As the temperature tried to climb above -10 degrees, the Memorial Rifle Squad stepped out into the cold air at Fort Snelling National Cemetery on Monday.
"I think they appreciate the fact that people remember that their relatives actually made a contribution to the country and it's still being honored," squad member Mike Rose explained.
There is a lot of honor in this volunteer work, which provides honor services regardless of the temperature outside.
"This, by far, is the coldest it has ever been. I'm finding that the wind is biting my face," Terri Winter, the newly-elected, first female commander of the unit, told KARE 11.
"They all have their own ailments but they're still here, no matter what," she added, when asked about her comrades.

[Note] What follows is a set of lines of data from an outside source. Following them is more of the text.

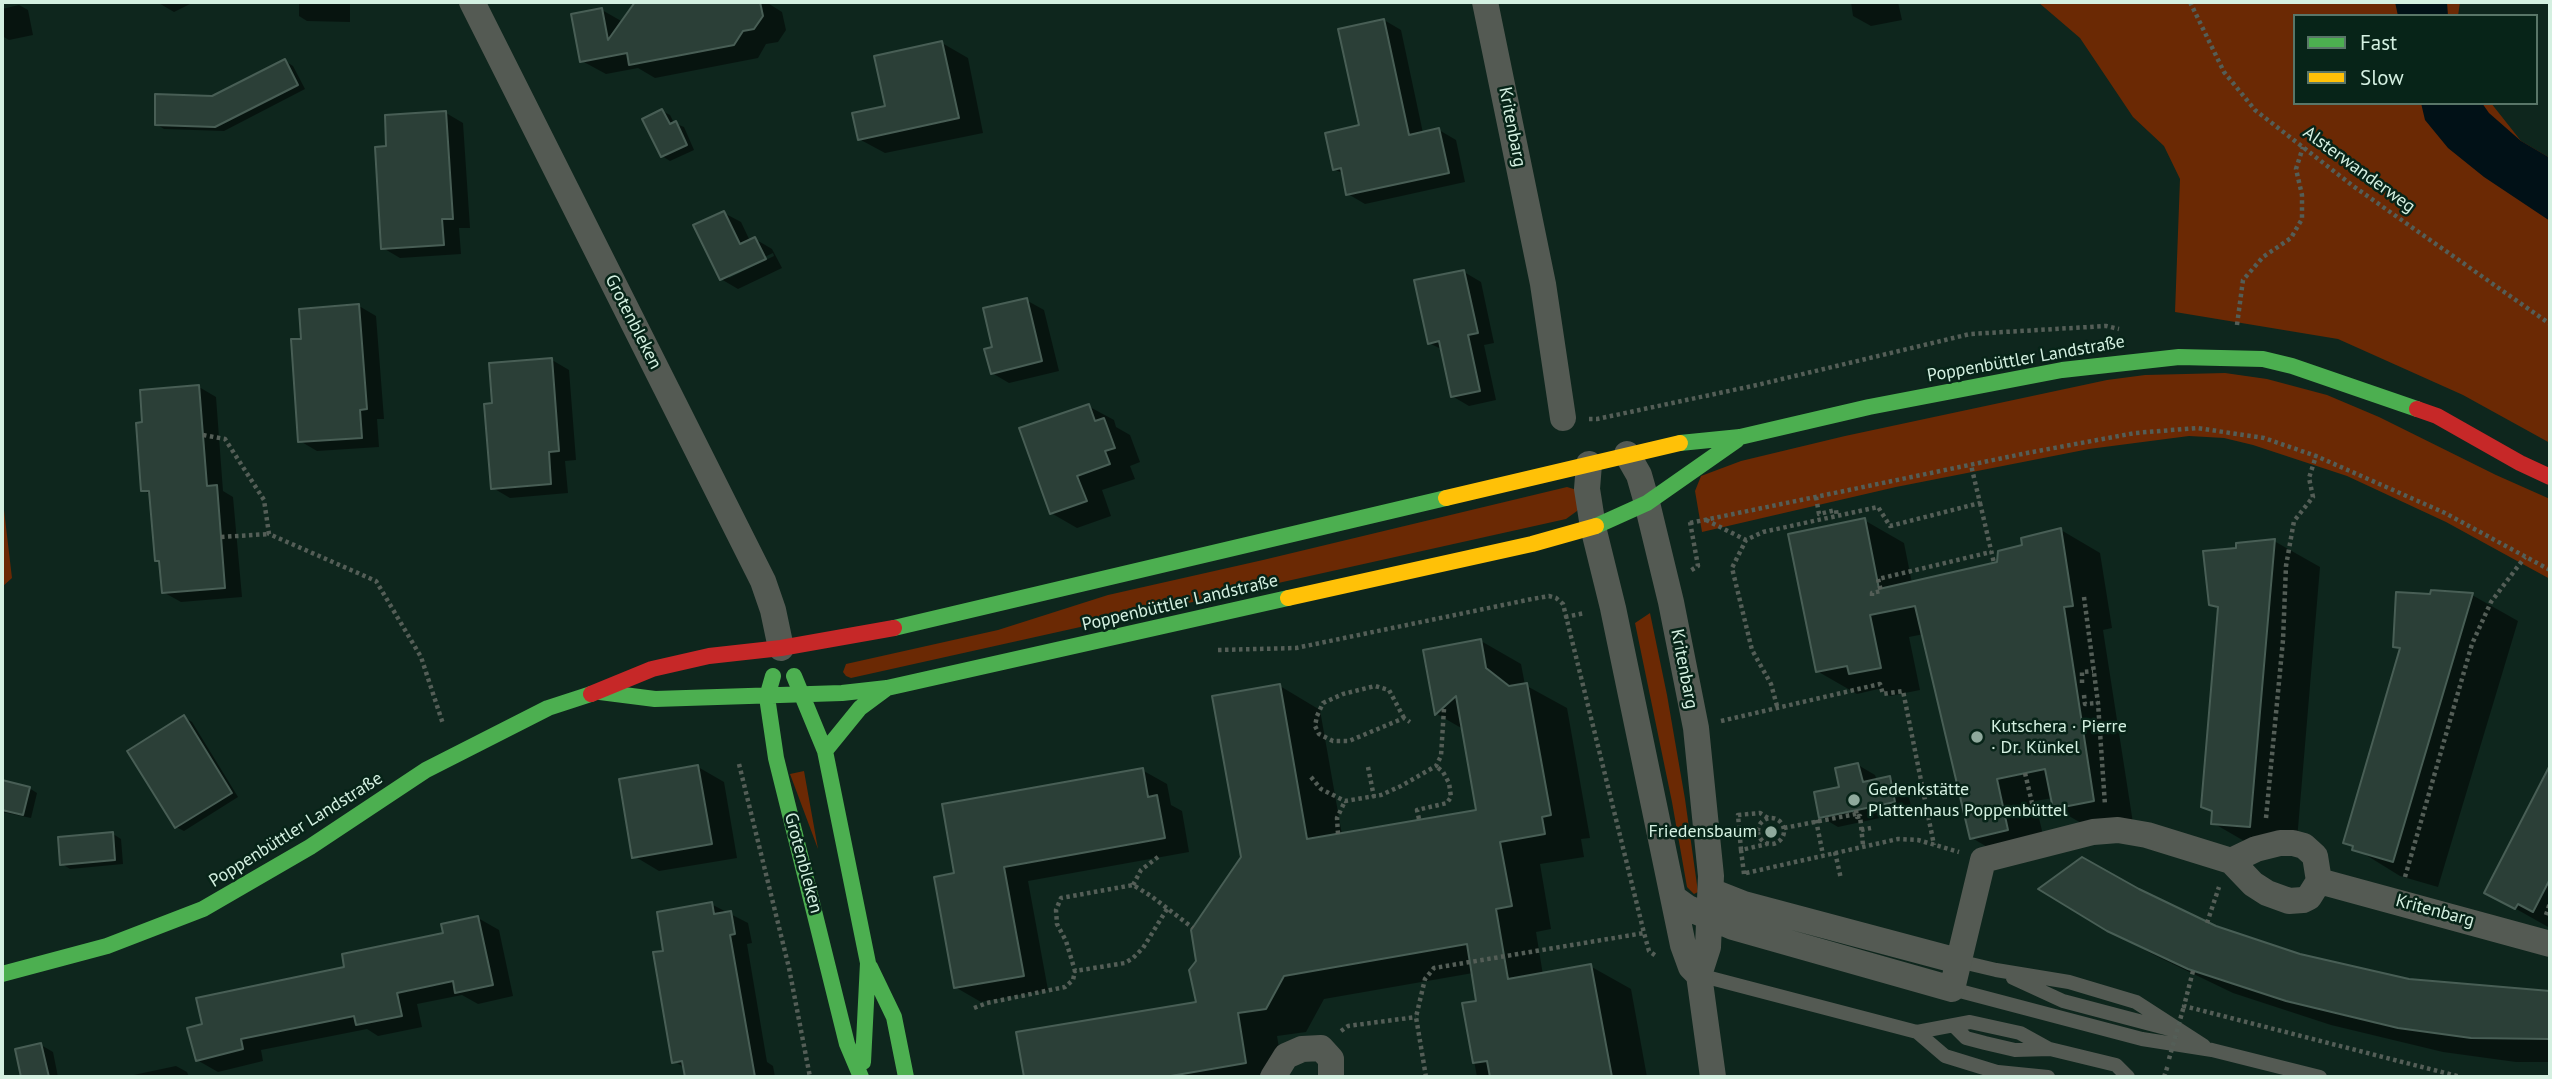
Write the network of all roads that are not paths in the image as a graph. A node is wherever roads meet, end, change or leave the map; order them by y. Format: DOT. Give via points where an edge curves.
graph roads {
  1 [pos="472,2"];
  2 [pos="1485,2"];
  3 [pos="1563,418"];
  4 [pos="1741,437"];
  5 [pos="1628,454"];
  6 [pos="1589,464"];
  7 [pos="2550,477"];
  8 [pos="1647,502"];
  9 [pos="1593,527"];
  10 [pos="781,648"];
  11 [pos="887,688"];
  12 [pos="598,692"];
  13 [pos="803,695"];
  14 [pos="767,697"];
  15 [pos="825,751"];
  16 [pos="2231,860"];
  17 [pos="2319,881"];
  18 [pos="1711,884"];
  19 [pos="1674,898"];
  20 [pos="1711,917"];
  21 [pos="2550,944"];
  22 [pos="1958,961"];
  23 [pos="868,962"];
  24 [pos="2,974"];
  25 [pos="1699,975"];
  26 [pos="1952,989"];
  27 [pos="1917,1032"];
  28 [pos="2211,1050"];
  29 [pos="2002,1074"];
  30 [pos="861,1077"];
  31 [pos="906,1077"];
  32 [pos="1273,1077"];
  33 [pos="1331,1077"];
  34 [pos="1713,1077"];
  35 [pos="2048,1077"];
  36 [pos="2128,1077"];
  37 [pos="2320,1077"];
  1 -- 10 [label="street, Grotenbleken" via="763,581"];
  2 -- 3 [label="street, Kritenbarg" via="1543,284"];
  4 -- 5 [label="main road, Poppenbüttler Landstraße" via="1689,441"];
  4 -- 7 [label="main road, Poppenbüttler Landstraße" via="2062,370 2179,357 2232,357 2292,366 2437,416"];
  4 -- 8 [label="main road, Poppenbüttler Landstraße"];
  5 -- 6 [label="main road, Poppenbüttler Landstraße"];
  5 -- 8 [label="street, Kritenbarg"];
  6 -- 9 [label="street, Kritenbarg" via="1587,489"];
  6 -- 10 [label="main road, Poppenbüttler Landstraße" via="911,625"];
  8 -- 9 [label="main road, Poppenbüttler Landstraße"];
  8 -- 18 [label="street, Kritenbarg" via="1696,728"];
  9 -- 11 [label="main road, Poppenbüttler Landstraße"];
  9 -- 19 [label="street, Kritenbarg"];
  10 -- 12 [label="main road, Poppenbüttler Landstraße" via="663,666"];
  10 -- 13 [label="main road, Grotenbleken"];
  10 -- 14 [label="main road, Grotenbleken"];
  11 -- 13 [label="main road, Poppenbüttler Landstraße"];
  11 -- 15 [label="main road" via="860,708"];
  12 -- 14 [label="main road, Poppenbüttler Landstraße" via="655,699"];
  12 -- 24 [label="main road, Poppenbüttler Landstraße" via="548,708 426,769 310,848 203,909 107,946"];
  13 -- 14 [label="main road, Poppenbüttler Landstraße"];
  13 -- 15 [label="main road, Grotenbleken"];
  14 -- 30 [label="main road, Grotenbleken" via="776,758 847,1044"];
  15 -- 23 [label="main road, Grotenbleken"];
  16 -- 17 [label="street" via="2253,884 2290,901 2309,897"];
  16 -- 17 [label="street" via="2256,849 2293,843 2315,856"];
  16 -- 22 [label="street" via="2147,835 2106,830 1983,860"];
  17 -- 21 [label="street, Kritenbarg"];
  18 -- 20 [label="street, Kritenbarg"];
  18 -- 22 [label="street" via="1744,904"];
  19 -- 20 [label="street"];
  19 -- 25 [label="street, Kritenbarg" via="1688,958"];
  20 -- 25 [label="street, Kritenbarg"];
  20 -- 26 [label="street"];
  22 -- 26 [label="street"];
  22 -- 28 [label="lane" via="2069,982 2137,1002"];
  23 -- 30 [label="main road, Grotenbleken"];
  23 -- 31 [label="main road, Grotenbleken" via="894,1017"];
  25 -- 27 [label="lane"];
  25 -- 34 [label="street, Kritenbarg"];
  26 -- 28 [label="lane" via="2142,1039"];
  27 -- 29 [label="lane" via="1945,1056"];
  27 -- 36 [label="lane" via="1953,1026 1966,1038 1985,1043 2015,1050 2050,1049 2116,1065"];
  28 -- 37 [label="lane"];
  29 -- 35 [label="lane"];
  32 -- 33 [label="street" via="1286,1056 1321,1048 1331,1059"];
}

The Monday crew is made up of veterans of World War II, the Korean War, and the Vietnam War, to name a few. The oldest member is 89-years-old. This crew now has the distinction of providing services on the warmest and coldest day in the team's 34-year history.
Perhaps Roger Otte, who plays taps during the 30-minute services, has the toughest job. He puts a fur-lined coat around the valves of his instrument, and then he packs hand-warmers inside of it. Still, the valves get sticky-cold.
"I haven't had any problems with the mouthpiece attaching to my skin," he explained.
We asked Otte and his fellow squad members about the sense of accomplishment that comes from a day at the cemetery, brutally cold, or otherwise.
"It's a dedication we have to our fallen brethren. We've done something for our fellow man," Otte concluded.
On Monday, the coldest day anyone can remember, the Memorial Rifle Squad provided honor services for six veterans and their loved ones.